Researchers from organizations Project MinE, Genomic Translation for ALS Care, Answer ALS, the Target ALS Postmortem Tissue Core, the New York Genome Center (NYGC) ALS Consortium, the CReATe Consortium, the National Institutes of Health (NIH), and others came together to collaborate and share detailed genetic and clinical information needed to make this important discovery. The Ice Bucket Challenge enabled The ALS Association to support the above unique collaborative initiatives in precision medicine to accelerate the discovery of new treatments for ALS.

KIF5A is the fifth new ALS gene discovered since the 2014 Ice Bucket Challenge through large, big data consortia focused on genetic identification and research supported by The ALS Association. It joins other genes, C21orf2, TUBA4A, TBK1, and NEK1, which ranks among the most common genetic factors associated with ALS. Over 25 ALS genes have been discovered, so far, but the rate of discovery has greatly accelerated since the Ice Bucket Challenge.

This unique collaborative effort of over 250 researchers was led by Dr. John Landers at University of Massachusetts Medical School and Dr. Bryan Traynor at the NIH. Data and samples were openly shared between numerous genetic studies to accomplish this important gene discovery. Here, researchers achieved genome-wide significance to confirm KIF5A through analyzing genetic data from over 101,000 samples using two distinct approaches.

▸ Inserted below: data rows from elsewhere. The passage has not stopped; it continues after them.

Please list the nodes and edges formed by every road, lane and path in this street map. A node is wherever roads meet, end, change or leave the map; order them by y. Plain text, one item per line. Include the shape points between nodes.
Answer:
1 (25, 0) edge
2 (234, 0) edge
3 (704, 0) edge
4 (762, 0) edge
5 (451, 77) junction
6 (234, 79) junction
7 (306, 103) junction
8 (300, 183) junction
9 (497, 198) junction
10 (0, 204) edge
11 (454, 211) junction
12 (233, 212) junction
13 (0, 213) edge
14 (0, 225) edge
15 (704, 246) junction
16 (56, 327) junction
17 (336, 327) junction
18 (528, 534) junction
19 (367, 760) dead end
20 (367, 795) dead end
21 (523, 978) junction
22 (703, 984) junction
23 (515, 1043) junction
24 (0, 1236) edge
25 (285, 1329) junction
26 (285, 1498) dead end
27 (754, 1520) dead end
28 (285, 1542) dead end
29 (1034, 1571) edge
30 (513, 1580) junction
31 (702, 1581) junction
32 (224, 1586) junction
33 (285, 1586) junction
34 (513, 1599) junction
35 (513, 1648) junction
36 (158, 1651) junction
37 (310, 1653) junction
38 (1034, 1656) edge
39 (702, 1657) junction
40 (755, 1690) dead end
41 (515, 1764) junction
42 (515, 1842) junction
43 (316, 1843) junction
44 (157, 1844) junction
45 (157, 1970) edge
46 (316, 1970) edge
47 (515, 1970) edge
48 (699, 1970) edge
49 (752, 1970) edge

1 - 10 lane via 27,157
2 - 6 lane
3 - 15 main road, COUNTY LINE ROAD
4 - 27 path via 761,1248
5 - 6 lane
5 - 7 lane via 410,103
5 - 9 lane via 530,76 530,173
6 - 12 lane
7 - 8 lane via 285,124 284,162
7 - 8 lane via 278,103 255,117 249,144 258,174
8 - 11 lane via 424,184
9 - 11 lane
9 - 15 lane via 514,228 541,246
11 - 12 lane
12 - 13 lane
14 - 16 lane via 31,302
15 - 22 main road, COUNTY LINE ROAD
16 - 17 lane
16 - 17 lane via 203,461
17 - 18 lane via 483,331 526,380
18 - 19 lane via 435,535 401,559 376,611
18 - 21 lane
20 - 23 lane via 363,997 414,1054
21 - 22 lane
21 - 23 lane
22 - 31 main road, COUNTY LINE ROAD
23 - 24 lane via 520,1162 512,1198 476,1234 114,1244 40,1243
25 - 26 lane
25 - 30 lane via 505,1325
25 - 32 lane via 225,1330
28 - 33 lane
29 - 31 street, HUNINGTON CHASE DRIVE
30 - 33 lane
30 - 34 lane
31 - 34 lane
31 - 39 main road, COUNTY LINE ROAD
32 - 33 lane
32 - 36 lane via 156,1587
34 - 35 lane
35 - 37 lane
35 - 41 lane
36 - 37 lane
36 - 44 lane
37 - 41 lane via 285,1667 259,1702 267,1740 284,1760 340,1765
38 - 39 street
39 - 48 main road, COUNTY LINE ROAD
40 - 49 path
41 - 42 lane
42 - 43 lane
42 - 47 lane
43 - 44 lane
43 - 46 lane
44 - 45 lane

“This open-source and global collaboration has been the underlying goal for building these large initiatives,” said Lucie Bruijn, Ph.D. MBA, chief scientist for The ALS Association. “It is only through these kinds of partnerships that we can accelerate the pace of research towards new treatments for ALS.”

The KIF5A gene discovery gives researchers a promising new target for drug development. The more genes discovered, the more potential therapeutic targets. It also provides insight and contributes to a collective knowledge base into the many interactive pathways explaining motor neuron degeneration, which is the underlying cause of ALS.

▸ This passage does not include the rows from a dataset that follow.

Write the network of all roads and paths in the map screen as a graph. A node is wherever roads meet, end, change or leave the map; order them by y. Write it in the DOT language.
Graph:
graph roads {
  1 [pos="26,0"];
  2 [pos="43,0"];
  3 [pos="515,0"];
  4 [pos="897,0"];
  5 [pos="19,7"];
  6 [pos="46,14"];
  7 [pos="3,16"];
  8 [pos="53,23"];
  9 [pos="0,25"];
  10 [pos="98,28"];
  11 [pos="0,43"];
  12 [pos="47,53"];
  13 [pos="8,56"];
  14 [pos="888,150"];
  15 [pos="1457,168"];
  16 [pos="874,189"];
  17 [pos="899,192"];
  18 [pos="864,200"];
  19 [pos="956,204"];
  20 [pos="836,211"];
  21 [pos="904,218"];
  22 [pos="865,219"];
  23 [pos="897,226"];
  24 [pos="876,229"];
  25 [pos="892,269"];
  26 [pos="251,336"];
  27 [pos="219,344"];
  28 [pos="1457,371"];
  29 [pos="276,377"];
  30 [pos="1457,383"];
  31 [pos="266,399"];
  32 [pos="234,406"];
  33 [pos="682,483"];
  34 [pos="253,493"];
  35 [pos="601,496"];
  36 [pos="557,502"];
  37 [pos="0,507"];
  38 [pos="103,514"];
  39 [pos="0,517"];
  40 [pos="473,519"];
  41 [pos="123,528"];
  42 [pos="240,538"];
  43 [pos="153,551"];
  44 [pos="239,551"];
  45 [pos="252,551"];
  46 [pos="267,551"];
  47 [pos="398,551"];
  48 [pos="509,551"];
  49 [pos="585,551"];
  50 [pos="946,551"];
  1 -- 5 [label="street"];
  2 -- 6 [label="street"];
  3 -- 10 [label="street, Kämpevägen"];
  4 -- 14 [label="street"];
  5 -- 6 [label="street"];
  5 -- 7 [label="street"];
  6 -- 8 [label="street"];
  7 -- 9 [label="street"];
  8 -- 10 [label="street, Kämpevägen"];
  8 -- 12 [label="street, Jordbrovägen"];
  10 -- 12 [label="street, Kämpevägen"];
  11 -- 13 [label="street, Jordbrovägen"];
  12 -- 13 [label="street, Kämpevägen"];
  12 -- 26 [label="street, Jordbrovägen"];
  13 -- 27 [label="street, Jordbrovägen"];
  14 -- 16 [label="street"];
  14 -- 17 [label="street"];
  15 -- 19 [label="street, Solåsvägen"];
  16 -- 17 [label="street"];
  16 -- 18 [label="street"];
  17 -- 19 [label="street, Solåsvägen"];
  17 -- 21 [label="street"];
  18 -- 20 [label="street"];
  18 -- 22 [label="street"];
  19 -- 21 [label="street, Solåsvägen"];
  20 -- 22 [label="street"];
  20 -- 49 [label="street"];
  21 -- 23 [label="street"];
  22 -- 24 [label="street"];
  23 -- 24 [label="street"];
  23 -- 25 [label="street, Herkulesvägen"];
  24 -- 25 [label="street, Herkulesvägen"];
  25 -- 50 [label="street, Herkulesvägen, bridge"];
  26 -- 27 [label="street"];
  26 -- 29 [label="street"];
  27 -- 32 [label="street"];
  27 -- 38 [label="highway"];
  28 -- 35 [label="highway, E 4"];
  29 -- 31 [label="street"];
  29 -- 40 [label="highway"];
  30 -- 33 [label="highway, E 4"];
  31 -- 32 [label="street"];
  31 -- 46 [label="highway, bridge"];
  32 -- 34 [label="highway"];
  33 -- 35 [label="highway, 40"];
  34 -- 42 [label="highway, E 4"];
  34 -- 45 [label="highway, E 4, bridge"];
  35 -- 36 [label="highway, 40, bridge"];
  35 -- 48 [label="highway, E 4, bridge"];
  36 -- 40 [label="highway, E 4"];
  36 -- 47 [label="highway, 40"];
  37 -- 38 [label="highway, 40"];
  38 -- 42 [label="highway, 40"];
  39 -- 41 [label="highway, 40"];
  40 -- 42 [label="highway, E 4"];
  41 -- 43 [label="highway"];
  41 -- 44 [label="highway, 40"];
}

KIF5A or kinesin family member 5A is a microtubule-based motor protein involved in transport of protein cargo in the cell. It links to other cytoskeletal proteins involved in ALS, including PFN1, TUBA4A, and others. Kinesins play an important role in transport along a motor neuron axon (axonal transport), which is crucial to motor neuron health. The mutations identified in KIF5A may cause disease by interrupting axonal transport.

Mutations in specific domains of the KIF5A gene are known to cause other diseases such as monogenic spastic paraplegia (HSP10), Charcot-Marie-Tooth disease type 2 (CMT2), and a neurodevelopmental syndrome called neonatal intractable myoclonus. Interestingly, people with familial KIF5A mutations display an extended survival rate of nearly 10 years on average.

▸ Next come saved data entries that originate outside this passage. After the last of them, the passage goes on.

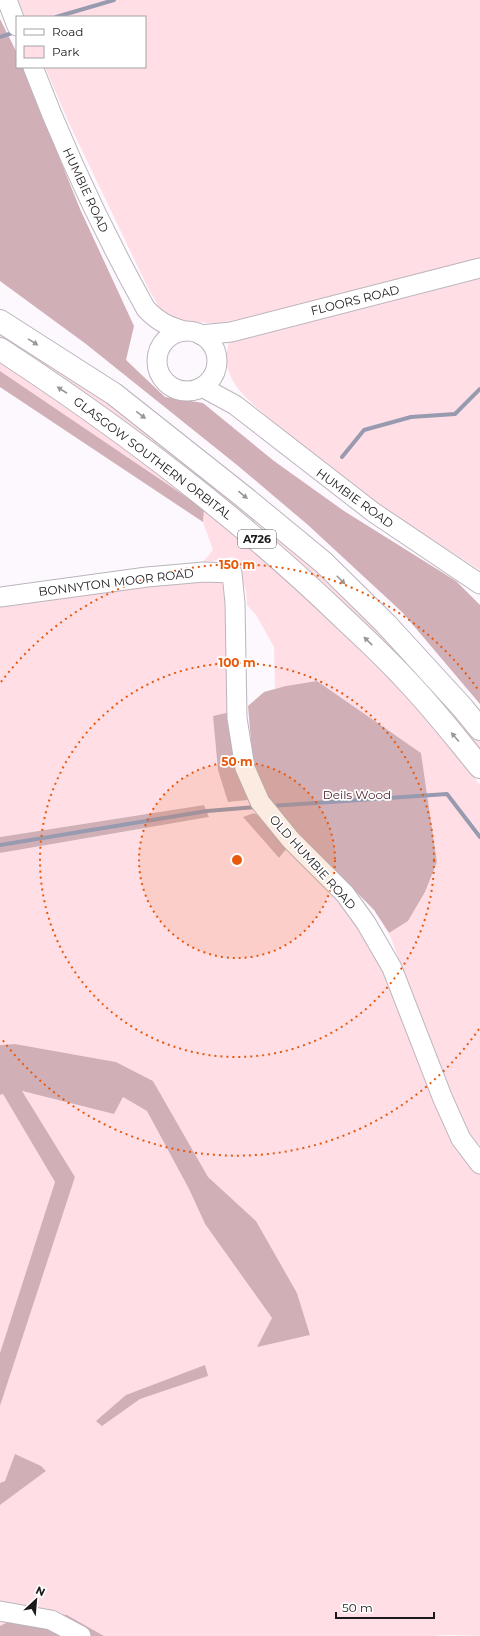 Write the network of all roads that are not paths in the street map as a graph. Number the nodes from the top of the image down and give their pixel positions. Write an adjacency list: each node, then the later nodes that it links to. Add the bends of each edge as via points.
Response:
1 (7, 0): 2 (street)
2 (16, 23)
3 (33, 68): 5 (street, HUMBIE ROAD, via 97,217)
4 (480, 268): 7 (street, FLOORS ROAD)
5 (146, 309): 8 (street, HUMBIE ROAD, via 166,326); 10 (street, HUMBIE ROAD)
6 (0, 321): 17 (highway, GLASGOW SOUTHERN ORBITAL / A726, one-way to 17, via 114,394 317,557 386,624)
7 (231, 332): 8 (street, FLOORS ROAD); 11 (street, FLOORS ROAD)
8 (193, 333): 10 (street, via 175,333 162,345); 11 (street, via 209,340)
9 (0, 349): 18 (highway, GLASGOW SOUTHERN ORBITAL / A726, one-way to 9, via 408,682 298,575 202,492 68,393)
10 (158, 353): 12 (street, via 157,363 165,381 183,390)
11 (216, 357): 12 (street, via 212,378); 13 (street, HUMBIE ROAD, via 220,377)
12 (202, 387): 13 (street, HUMBIE ROAD)
13 (235, 405): 15 (street, HUMBIE ROAD, via 373,512)
14 (232, 573): 16 (street, BONNYTON MOOR ROAD, via 204,572 147,577); 19 (street, OLD HUMBIE ROAD, via 236,618 237,718 245,768 260,802 291,840 345,894 366,923 392,968 461,1139)
15 (480, 584)
16 (0, 597)
17 (480, 729)
18 (480, 767)
19 (478, 1160)
20 (0, 1611): 21 (street, via 51,1620)
21 (81, 1636)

Collaboration is key in everything we do at The ALS Association. The Association is pleased to fund this important collaborative effort that discovered KIF5A. These partnerships not only significantly contribute to the understanding of the genetic underpinnings of ALS, but also give a new potential therapeutic target for ALS – both leading us closer to effective treatments and a cure.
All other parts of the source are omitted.